LISTED RECORDS
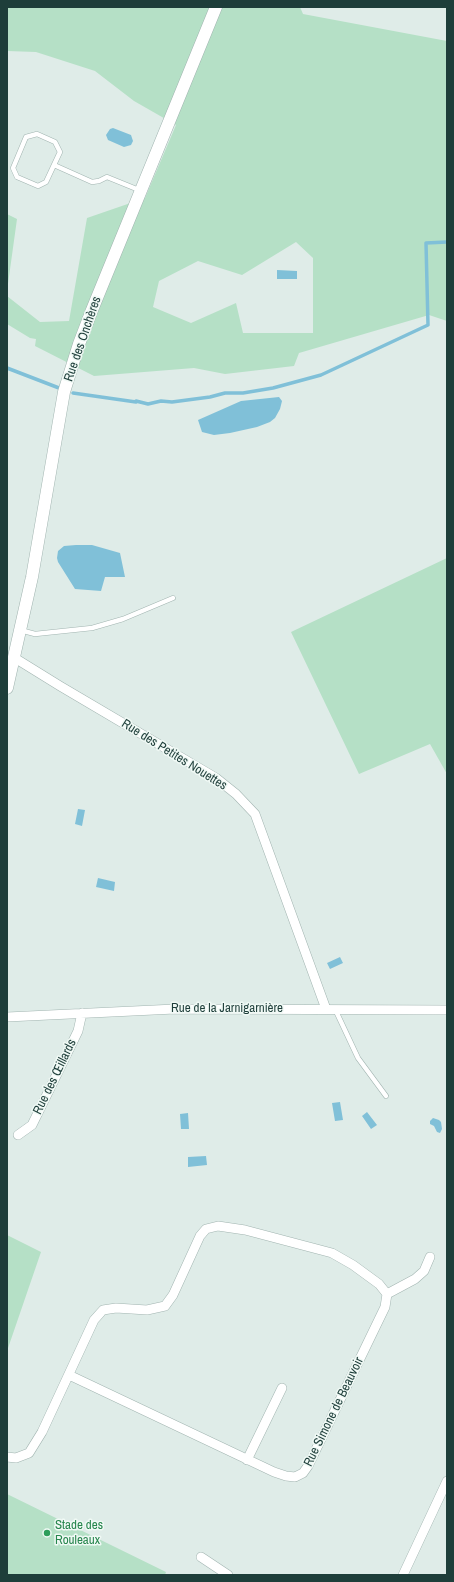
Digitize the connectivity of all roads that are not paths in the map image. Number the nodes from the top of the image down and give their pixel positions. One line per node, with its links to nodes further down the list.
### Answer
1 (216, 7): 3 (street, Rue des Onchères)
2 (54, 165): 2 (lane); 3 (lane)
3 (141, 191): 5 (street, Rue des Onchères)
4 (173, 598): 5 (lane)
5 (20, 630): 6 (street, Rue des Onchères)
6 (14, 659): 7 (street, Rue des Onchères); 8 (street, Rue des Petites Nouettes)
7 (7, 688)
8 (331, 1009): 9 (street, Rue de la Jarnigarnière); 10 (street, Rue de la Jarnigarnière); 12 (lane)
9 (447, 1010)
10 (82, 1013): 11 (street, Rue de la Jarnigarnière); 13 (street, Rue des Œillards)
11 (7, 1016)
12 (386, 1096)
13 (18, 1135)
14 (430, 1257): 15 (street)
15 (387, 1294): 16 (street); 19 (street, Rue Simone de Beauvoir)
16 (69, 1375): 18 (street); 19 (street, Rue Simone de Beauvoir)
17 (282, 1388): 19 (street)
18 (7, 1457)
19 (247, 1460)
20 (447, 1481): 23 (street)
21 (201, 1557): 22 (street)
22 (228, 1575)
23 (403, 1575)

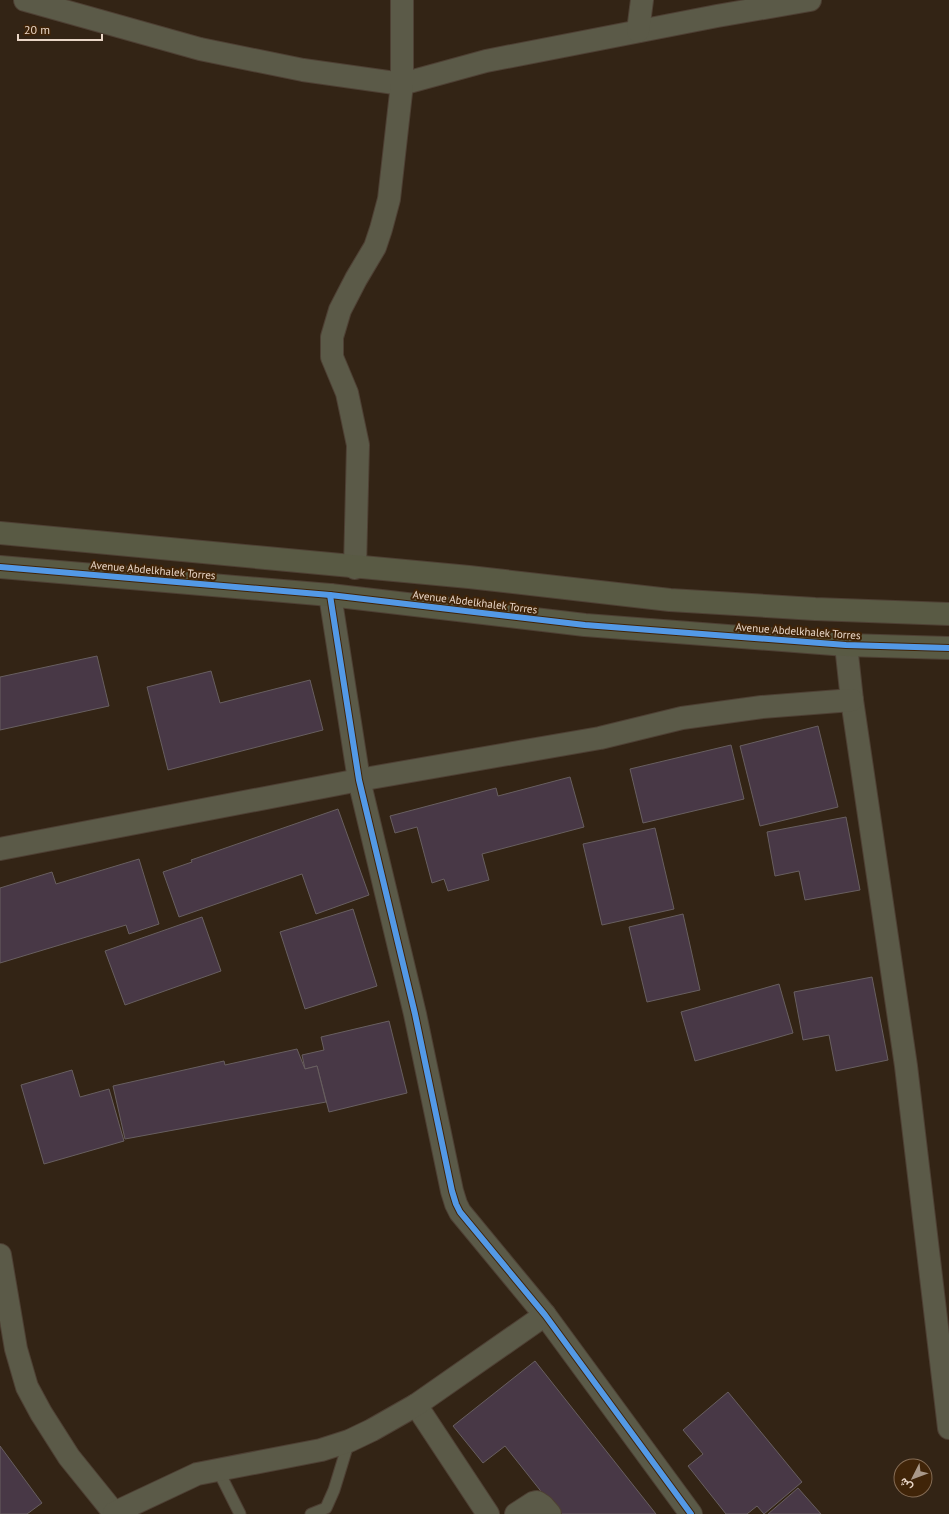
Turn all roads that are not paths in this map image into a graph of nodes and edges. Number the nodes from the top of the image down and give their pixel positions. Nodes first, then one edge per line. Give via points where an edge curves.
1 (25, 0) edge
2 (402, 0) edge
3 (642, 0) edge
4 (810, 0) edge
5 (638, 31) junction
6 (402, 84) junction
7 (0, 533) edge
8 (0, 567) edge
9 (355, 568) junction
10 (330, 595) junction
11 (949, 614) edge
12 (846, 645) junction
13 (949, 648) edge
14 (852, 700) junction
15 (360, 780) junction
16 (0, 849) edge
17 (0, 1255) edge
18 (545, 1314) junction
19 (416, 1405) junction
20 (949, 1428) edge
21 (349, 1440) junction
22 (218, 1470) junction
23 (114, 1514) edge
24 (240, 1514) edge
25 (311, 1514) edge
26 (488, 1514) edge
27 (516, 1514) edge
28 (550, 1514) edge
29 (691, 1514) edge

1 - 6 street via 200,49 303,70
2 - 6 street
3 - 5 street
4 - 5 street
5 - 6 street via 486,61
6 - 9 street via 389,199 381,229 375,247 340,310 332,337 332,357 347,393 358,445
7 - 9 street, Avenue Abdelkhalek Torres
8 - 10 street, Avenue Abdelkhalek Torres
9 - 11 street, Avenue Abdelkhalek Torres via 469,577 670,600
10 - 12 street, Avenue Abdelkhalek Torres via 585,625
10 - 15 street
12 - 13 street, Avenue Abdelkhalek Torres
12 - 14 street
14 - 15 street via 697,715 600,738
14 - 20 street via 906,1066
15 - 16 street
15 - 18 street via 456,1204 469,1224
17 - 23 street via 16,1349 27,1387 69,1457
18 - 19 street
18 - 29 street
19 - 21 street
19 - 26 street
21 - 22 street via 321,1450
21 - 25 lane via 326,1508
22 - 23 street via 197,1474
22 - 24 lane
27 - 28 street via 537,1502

TASK INSTRUCTIONS
Every line of the records above should be reproduced exactly, with no pictures included.

TASK ANSWER
Digitize the connectivity of all roads that are not paths in the map image. Number the nodes from the top of the image down and give their pixel positions. One line per node, with its links to nodes further down the list.
### Answer
1 (216, 7): 3 (street, Rue des Onchères)
2 (54, 165): 2 (lane); 3 (lane)
3 (141, 191): 5 (street, Rue des Onchères)
4 (173, 598): 5 (lane)
5 (20, 630): 6 (street, Rue des Onchères)
6 (14, 659): 7 (street, Rue des Onchères); 8 (street, Rue des Petites Nouettes)
7 (7, 688)
8 (331, 1009): 9 (street, Rue de la Jarnigarnière); 10 (street, Rue de la Jarnigarnière); 12 (lane)
9 (447, 1010)
10 (82, 1013): 11 (street, Rue de la Jarnigarnière); 13 (street, Rue des Œillards)
11 (7, 1016)
12 (386, 1096)
13 (18, 1135)
14 (430, 1257): 15 (street)
15 (387, 1294): 16 (street); 19 (street, Rue Simone de Beauvoir)
16 (69, 1375): 18 (street); 19 (street, Rue Simone de Beauvoir)
17 (282, 1388): 19 (street)
18 (7, 1457)
19 (247, 1460)
20 (447, 1481): 23 (street)
21 (201, 1557): 22 (street)
22 (228, 1575)
23 (403, 1575)

Turn all roads that are not paths in this map image into a graph of nodes and edges. Number the nodes from the top of the image down and give their pixel positions. Nodes first, then one edge per line. Give via points where an edge curves.
1 (25, 0) edge
2 (402, 0) edge
3 (642, 0) edge
4 (810, 0) edge
5 (638, 31) junction
6 (402, 84) junction
7 (0, 533) edge
8 (0, 567) edge
9 (355, 568) junction
10 (330, 595) junction
11 (949, 614) edge
12 (846, 645) junction
13 (949, 648) edge
14 (852, 700) junction
15 (360, 780) junction
16 (0, 849) edge
17 (0, 1255) edge
18 (545, 1314) junction
19 (416, 1405) junction
20 (949, 1428) edge
21 (349, 1440) junction
22 (218, 1470) junction
23 (114, 1514) edge
24 (240, 1514) edge
25 (311, 1514) edge
26 (488, 1514) edge
27 (516, 1514) edge
28 (550, 1514) edge
29 (691, 1514) edge

1 - 6 street via 200,49 303,70
2 - 6 street
3 - 5 street
4 - 5 street
5 - 6 street via 486,61
6 - 9 street via 389,199 381,229 375,247 340,310 332,337 332,357 347,393 358,445
7 - 9 street, Avenue Abdelkhalek Torres
8 - 10 street, Avenue Abdelkhalek Torres
9 - 11 street, Avenue Abdelkhalek Torres via 469,577 670,600
10 - 12 street, Avenue Abdelkhalek Torres via 585,625
10 - 15 street
12 - 13 street, Avenue Abdelkhalek Torres
12 - 14 street
14 - 15 street via 697,715 600,738
14 - 20 street via 906,1066
15 - 16 street
15 - 18 street via 456,1204 469,1224
17 - 23 street via 16,1349 27,1387 69,1457
18 - 19 street
18 - 29 street
19 - 21 street
19 - 26 street
21 - 22 street via 321,1450
21 - 25 lane via 326,1508
22 - 23 street via 197,1474
22 - 24 lane
27 - 28 street via 537,1502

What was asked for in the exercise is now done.